Significant advances in design and manufacturing processes for prosthetics have led to improvements in efficiency and patient satisfaction. Traditional methods involved manual casting of the extremity and creation of a positive mold of the limb. Computer-aided design/computer-aided manufacturing (CAD/CAM) technology now provides an alternative to the traditional methods of molding and prosthetic manufacturing.17
With this technology, a scanner is utilized to capture the shape of the residual limb. Computer-based software then creates a 3-dimensional image of the limb which can be adjusted, corrected or modified. A 3-dimensional carver then carves foam blanks into positive molds that are ready for lamination or vacuum forming. This technology is applicable to not only prosthetics, but also lower extremity and spinal orthoses.
The benefits of CAD/CAM technology are several. Patient satisfaction is high as the process does not require traditional casting, which can be uncomfortable or embarrassing for a patient. For the practitioner, dedicated space for storage of plaster casts is no longer necessary. The portability of scanners allows networks of providers to utilize fabrication centers with image acquisition from multiple off-site or remote locations. A virtual library documenting a patient’s changing shape and volume over time can easily be created and accessed.

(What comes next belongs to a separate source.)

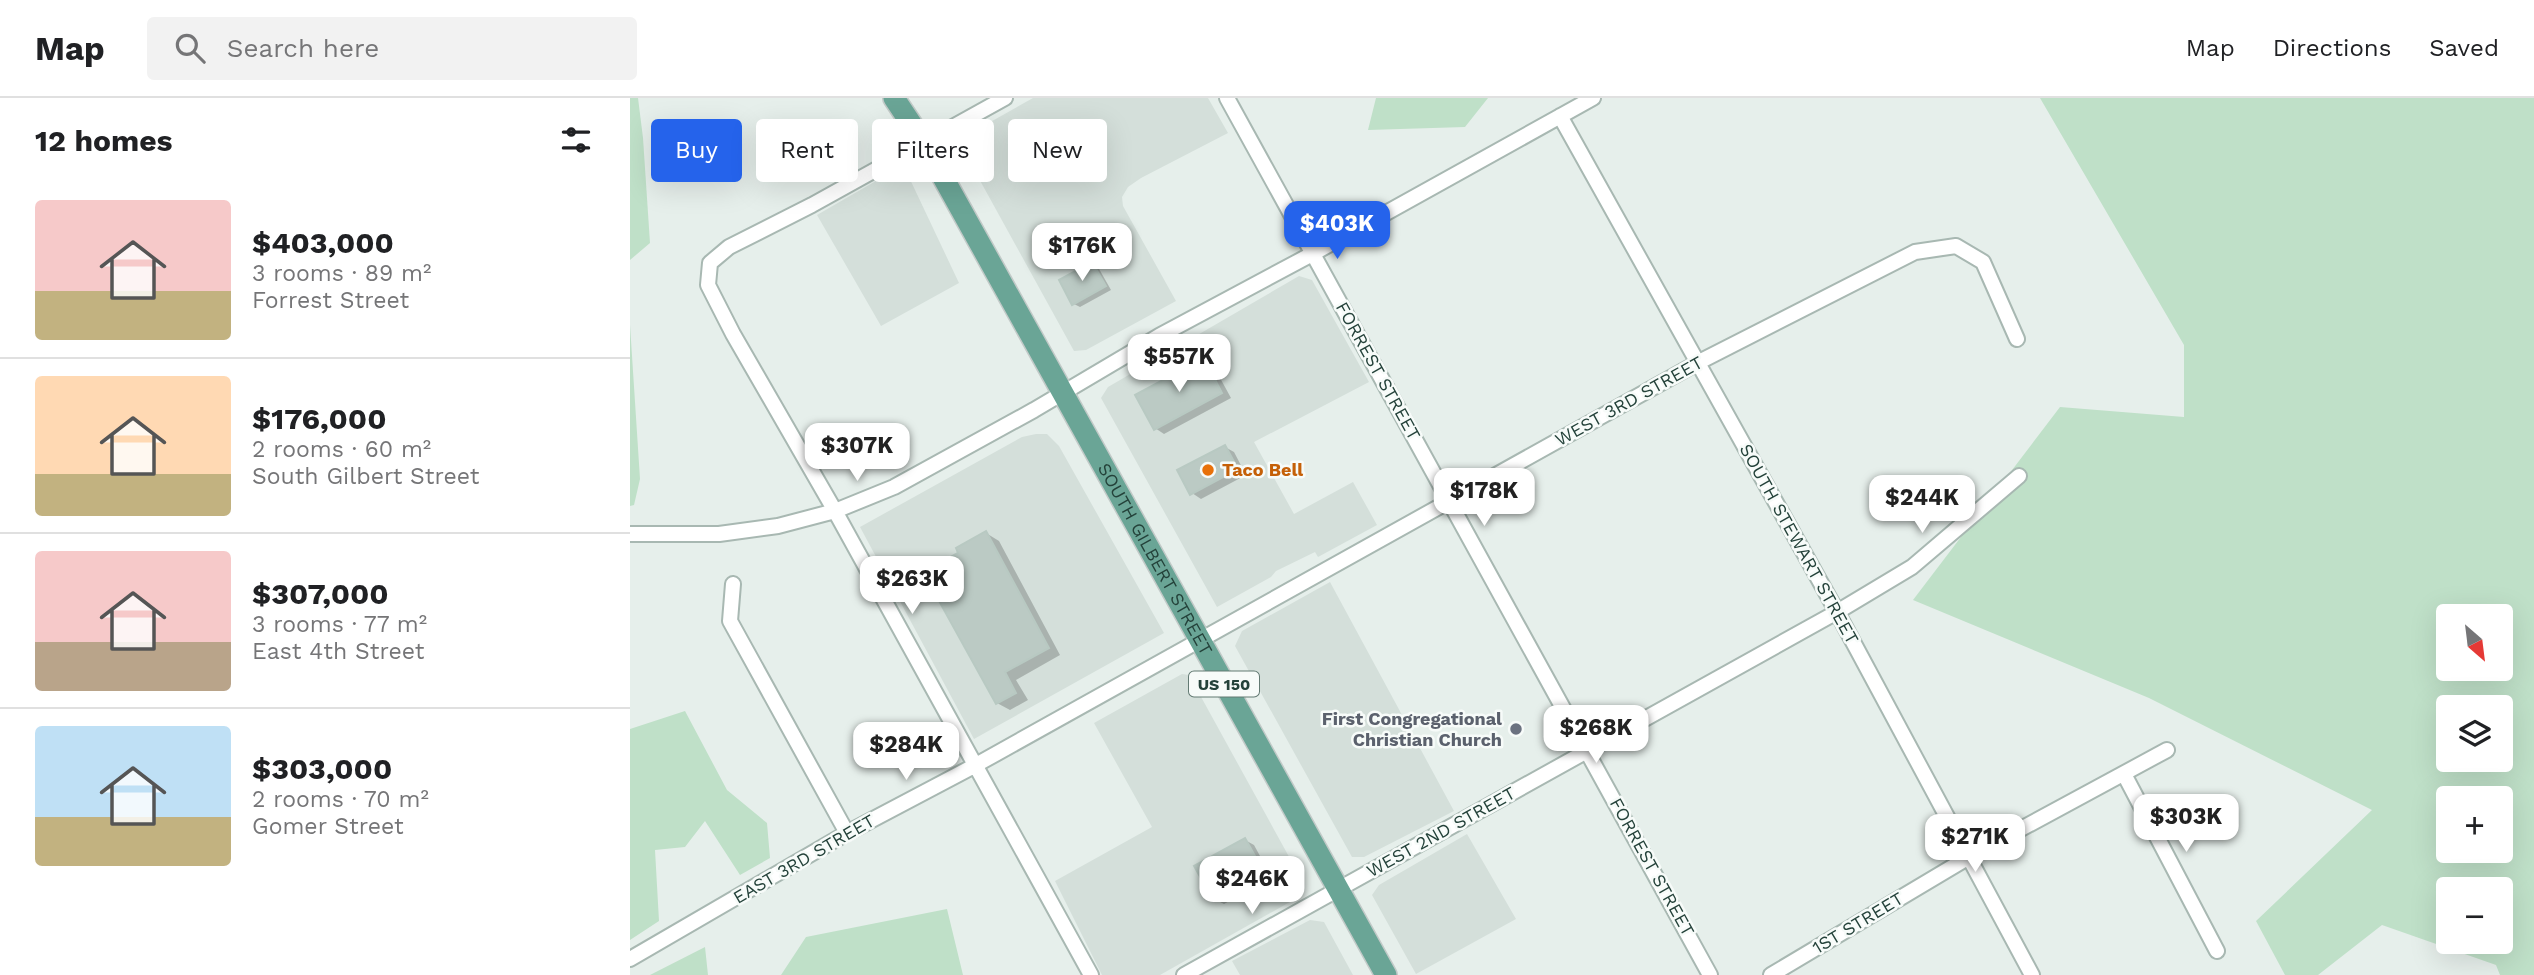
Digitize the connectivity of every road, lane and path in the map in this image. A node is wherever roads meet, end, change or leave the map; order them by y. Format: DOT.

Historically, the high cost and learning curve involved with CAD/CAM systems inhibited widespread use. The cost of the most expensive component, the carver, may be avoided or minimized by using central fabrication facilities. More studies are necessary to demonstrate that CAD/CAM technology produces devices that fit as well, cost less, and are produced more efficiently than traditional hand cast methods.
For children with amputations, successful outcomes are possible with well-done surgical procedures, occasional modifications to the residual limb, and an appropriate prosthesis fit by a skilled prosthetist. These children live regular, mainstream lives and experience a very high level of function.